-- Work required --
Look for "Give" in every line of the listing. Copy the lines that have it.

-- Provided data --
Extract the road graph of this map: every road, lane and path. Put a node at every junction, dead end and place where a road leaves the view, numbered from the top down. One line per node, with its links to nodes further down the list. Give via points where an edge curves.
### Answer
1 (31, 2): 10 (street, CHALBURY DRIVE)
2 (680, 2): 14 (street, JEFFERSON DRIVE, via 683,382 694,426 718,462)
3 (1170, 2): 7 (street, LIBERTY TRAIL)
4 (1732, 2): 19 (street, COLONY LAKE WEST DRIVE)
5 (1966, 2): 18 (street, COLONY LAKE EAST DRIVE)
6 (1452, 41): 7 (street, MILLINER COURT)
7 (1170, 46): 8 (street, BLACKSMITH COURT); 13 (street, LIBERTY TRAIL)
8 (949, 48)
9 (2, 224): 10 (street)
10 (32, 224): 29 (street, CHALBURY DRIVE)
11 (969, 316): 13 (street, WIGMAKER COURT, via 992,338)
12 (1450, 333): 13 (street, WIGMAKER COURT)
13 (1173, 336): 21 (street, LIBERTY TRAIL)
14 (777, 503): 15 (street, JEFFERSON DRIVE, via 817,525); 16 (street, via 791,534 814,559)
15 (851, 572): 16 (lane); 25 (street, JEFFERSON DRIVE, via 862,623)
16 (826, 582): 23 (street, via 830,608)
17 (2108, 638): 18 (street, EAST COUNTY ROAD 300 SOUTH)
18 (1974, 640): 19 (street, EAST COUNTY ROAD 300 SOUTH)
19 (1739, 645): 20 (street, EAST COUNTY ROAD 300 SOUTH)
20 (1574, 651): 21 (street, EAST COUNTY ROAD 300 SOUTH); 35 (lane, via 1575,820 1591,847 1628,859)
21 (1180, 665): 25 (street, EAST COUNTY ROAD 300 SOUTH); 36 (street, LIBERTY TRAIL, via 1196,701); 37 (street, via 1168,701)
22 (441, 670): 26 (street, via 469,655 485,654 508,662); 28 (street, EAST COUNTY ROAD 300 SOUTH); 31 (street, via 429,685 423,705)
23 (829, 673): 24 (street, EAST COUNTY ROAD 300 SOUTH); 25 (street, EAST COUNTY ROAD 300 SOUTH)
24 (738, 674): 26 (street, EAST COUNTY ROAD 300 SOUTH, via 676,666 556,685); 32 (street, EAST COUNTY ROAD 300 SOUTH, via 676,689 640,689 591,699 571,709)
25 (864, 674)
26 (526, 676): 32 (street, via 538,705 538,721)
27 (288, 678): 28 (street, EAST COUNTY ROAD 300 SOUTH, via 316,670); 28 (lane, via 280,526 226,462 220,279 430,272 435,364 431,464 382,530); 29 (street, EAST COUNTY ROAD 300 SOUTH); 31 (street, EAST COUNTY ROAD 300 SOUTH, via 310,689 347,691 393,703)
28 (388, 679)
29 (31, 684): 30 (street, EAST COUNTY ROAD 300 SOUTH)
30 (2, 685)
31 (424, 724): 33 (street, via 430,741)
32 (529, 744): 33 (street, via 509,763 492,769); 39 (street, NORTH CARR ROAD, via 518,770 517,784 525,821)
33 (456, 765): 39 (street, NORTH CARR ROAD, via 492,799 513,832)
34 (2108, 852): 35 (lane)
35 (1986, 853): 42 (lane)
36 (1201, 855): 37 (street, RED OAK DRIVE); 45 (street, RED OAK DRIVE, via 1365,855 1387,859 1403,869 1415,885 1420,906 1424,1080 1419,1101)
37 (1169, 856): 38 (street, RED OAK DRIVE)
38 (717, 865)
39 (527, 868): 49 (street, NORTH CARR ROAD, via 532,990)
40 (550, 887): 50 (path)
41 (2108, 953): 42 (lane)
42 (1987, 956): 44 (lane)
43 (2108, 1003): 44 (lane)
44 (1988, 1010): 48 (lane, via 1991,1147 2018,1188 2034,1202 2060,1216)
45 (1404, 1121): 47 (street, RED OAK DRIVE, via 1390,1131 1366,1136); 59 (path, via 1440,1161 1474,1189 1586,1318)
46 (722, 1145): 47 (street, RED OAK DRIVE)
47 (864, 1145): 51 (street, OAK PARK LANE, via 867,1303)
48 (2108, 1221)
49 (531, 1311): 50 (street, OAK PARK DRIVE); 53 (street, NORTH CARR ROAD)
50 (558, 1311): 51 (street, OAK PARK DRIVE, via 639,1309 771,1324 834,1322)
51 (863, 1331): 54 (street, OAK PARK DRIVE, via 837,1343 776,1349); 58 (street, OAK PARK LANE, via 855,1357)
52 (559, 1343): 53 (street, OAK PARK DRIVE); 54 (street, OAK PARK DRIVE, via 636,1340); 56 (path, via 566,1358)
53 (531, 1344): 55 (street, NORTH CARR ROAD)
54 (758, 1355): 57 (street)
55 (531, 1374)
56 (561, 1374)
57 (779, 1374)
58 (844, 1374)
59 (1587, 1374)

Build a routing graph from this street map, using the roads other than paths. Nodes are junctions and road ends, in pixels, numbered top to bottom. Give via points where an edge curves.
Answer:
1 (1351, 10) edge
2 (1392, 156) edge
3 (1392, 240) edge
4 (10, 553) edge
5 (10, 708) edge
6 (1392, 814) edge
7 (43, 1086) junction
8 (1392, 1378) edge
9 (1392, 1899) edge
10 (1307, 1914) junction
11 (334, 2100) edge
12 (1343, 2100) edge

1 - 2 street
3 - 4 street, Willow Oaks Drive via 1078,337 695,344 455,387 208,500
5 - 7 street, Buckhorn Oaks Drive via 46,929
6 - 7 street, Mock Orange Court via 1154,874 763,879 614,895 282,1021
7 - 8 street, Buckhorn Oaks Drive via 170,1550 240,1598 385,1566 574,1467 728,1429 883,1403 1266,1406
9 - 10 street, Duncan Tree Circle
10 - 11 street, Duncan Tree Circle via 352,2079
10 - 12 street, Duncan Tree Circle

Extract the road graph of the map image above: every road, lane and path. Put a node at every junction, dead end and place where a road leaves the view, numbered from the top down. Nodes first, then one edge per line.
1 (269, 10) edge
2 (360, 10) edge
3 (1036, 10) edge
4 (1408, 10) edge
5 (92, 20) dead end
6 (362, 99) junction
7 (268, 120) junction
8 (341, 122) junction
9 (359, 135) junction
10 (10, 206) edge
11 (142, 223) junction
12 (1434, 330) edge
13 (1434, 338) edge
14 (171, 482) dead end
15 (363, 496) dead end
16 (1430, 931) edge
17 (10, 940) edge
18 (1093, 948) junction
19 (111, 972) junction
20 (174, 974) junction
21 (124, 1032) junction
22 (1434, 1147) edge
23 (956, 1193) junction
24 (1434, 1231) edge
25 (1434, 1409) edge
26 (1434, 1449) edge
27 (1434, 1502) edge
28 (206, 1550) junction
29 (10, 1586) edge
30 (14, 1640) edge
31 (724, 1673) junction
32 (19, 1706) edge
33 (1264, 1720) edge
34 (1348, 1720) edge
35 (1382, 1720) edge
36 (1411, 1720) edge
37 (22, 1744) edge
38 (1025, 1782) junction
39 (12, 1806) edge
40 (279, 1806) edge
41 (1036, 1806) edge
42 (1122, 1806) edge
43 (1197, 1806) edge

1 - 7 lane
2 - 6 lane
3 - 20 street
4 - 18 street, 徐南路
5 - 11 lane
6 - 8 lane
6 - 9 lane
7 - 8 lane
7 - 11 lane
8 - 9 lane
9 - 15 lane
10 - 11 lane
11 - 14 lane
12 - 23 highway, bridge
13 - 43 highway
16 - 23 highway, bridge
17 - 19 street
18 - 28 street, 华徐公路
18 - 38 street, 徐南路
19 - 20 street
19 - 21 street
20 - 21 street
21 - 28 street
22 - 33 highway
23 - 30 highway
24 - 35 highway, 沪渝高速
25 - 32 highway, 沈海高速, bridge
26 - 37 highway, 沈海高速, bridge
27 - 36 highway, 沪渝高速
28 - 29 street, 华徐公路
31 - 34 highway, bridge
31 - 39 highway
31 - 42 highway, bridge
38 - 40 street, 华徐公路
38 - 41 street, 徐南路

-- Response below --
Extract the road graph of this map: every road, lane and path. Put a node at every junction, dead end and place where a road leaves the view, numbered from the top down. One line per node, with its links to nodes further down the list. Give via points where an edge curves.
Build a routing graph from this street map, using the roads other than paths. Nodes are junctions and road ends, in pixels, numbered top to bottom. Give via points where an edge curves.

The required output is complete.